Le transfert des compétences « eau et assainissement » aux intercommunalités en 2020

17 juillet 2017 - 14 décembre 2017 : six mois de dialogue entre l’État et les collectivités. Focus sur un cas emblématique, le débat sur le transfert des compétences « eau et assainissement » aux intercommunalités en 2020 !
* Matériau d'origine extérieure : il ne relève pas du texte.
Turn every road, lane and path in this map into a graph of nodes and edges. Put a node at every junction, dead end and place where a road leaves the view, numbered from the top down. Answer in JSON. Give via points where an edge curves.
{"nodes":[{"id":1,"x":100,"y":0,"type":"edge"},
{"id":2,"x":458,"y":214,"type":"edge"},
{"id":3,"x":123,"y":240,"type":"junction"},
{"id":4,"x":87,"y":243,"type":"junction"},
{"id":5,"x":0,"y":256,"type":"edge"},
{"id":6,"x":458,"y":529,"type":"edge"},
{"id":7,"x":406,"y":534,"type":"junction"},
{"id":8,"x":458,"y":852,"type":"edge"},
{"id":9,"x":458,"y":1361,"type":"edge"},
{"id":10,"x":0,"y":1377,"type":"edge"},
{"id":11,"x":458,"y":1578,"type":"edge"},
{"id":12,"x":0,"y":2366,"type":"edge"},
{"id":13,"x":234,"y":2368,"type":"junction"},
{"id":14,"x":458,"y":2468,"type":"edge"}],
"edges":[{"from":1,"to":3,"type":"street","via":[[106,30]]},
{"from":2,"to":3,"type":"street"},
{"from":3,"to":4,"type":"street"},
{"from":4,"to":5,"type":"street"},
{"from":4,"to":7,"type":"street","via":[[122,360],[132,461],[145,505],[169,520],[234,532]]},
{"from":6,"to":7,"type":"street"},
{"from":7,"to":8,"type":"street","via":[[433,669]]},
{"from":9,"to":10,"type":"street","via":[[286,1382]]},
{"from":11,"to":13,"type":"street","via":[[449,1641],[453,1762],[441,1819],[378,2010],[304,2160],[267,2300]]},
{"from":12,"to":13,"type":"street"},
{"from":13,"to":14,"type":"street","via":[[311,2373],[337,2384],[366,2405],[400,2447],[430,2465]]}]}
Au-delà de ces deux rendez-vous annuels, la conférence nationale des territoires (CNT) est aussi une discussion continue entre le gouvernement et les élus. Écoute, dialogue, recherche de consensus : mode d’emploi avec le débat autour du transfert des compétences « eau » et « assainissement » aux intercommunalités en 2020 !

Ecoute

Le débat ouvert par la proposition de loi pour le maintien de « l’eau et l’assainissement » dans les compétences optionnelles des communautés de communes déposée au Sénat en février 2017, puis les discussions qui ont suivi à l’Assemblée nationale le 12 octobre dernier, ont montré que les élus rencontraient, sur le terrain, des difficultés pour anticiper la mise en œuvre de ces nouvelles attributions. Missionnée par le Premier ministre, Jacqueline GOURAULT, ministre auprès du ministre d'Etat, ministre de l'intérieur, a engagée avec le ministère de la Transition écologique et solidaire, une discussion avec tous les acteurs concernés par ce transfert.

Dialogue

Un groupe de travail « eau et assainissement » composé de seize parlementaires s'est réuni autour de Jacqueline GOURAULT le 7 novembre pour identifier les difficultés qui se posent sur le terrain et proposer des solutions concrètes.
Une série d’auditions s’est déroulée avec les associations d’élus du bloc local et les principaux représentants du monde de l’eau : agences de l’eau, comités de bassin, fédération professionnelle des entreprises de l’eau, fédération nationale des collectivités concédantes et régies.

Consensus

Le Gouvernement a fixé le cadre : sans revenir sur le principe de transfert de la loi NOTRe, globalement nécessaire au vu de l'anciennenté des réseaux, le groupe de travail a proposé de réintroduire de la souplesse dans la mise en œuvre.
Trois propositions ont émergé des travaux :
> développer l’aide financière et technique en faveur du bloc communal
> mettre en place une clause permettant à un certain nombre de communes de surseoir au transfert de ces compétences jusqu’au 1er janvier 2026, date à laquelle le transfert sera obligatoire pour tous
> assouplir les conditions d’exercice de la compétence en garantissant la pérennité des syndicats qui s’étaient vus déléguer la compétence.

Ces conclusions seront examinées au Parlement dès la fin du mois de janvier.